Opinion based information, however, has trouble existing by itself. An opinion without a follow up action doesn’t serve the general good very well at all. It’s great to learn what someone thinks about something because it can serve as a whetstone for your own thoughts and beliefs…and actions. That’s the key. Opinion based information is “I think such and so” and is fine until someone asks, “What are you going to do about it?” That’s where opinion based information breaks down. Business meetings that don’t end in take-aways and action plans and ownership items don’t move businesses forward at all.
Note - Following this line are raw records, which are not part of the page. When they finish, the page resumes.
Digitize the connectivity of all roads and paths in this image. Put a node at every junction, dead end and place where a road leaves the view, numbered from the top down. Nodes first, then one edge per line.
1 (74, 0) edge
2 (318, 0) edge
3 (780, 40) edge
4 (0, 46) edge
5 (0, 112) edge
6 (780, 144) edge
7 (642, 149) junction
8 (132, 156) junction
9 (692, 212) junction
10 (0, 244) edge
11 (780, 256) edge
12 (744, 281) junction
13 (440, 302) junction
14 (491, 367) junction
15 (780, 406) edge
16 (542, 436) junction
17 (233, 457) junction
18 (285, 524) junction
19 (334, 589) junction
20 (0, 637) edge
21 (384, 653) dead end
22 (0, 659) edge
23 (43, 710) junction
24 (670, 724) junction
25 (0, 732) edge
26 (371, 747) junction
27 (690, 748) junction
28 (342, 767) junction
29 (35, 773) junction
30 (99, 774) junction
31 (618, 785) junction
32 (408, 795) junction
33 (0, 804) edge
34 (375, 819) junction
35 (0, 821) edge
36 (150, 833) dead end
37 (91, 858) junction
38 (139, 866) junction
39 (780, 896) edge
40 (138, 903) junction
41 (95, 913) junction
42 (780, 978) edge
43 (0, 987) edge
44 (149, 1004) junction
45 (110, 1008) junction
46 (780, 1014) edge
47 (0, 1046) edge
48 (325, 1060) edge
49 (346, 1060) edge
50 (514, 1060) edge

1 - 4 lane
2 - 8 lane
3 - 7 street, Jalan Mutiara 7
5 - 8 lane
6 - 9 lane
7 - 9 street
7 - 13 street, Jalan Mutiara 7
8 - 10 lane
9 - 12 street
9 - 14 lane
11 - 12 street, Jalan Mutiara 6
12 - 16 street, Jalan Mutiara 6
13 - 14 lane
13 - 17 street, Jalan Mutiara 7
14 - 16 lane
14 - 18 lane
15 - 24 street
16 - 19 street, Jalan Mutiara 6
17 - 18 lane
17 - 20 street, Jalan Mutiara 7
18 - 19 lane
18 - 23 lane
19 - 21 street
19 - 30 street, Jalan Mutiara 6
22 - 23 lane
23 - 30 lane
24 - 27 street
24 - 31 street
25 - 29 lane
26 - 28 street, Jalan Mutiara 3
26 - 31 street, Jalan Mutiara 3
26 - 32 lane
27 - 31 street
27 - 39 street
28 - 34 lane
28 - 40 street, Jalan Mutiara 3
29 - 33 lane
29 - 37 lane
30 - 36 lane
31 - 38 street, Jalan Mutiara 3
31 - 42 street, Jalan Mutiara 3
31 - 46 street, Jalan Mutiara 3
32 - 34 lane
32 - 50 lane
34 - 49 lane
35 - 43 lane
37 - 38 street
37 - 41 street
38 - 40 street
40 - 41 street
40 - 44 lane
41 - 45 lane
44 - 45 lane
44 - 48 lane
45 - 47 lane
The strategy of moving information from action to opinion as a throttle on information overload is very simple; Opinion doesn’t require you to act. In fact, it’s quite easy to ignore. People may talk about opinion based information (“Did you hear what he said?” “Did you see what she was wearing?” “Did you see that tv show last night?”) and that’s pretty much all they can do.

But act upon it? There’s a world of difference between “I think such and so” and “I think such and so and am going to do this about it.”

The latter is something all Americans are familiar with as I write this. We’re in the middle of presidential campaigns. All we hear is what the candidates think about something and what they’re going to do about it. Doesn’t mean they can or will, only that they’re indicating they will. Why is this so important? Because now doing something is their responsibility, not ours. Our responsibility ends with voting. Once we vote we are again safe, only having to offer opinions and not having to act upon anything other than to nod or shake our heads when others share their opinions with us.

So here’s to that incredible strategy that helps people buffer themselves against the onslaught of information in their lives; All hail The Opinion.

And do let me know when you’d like to get something done.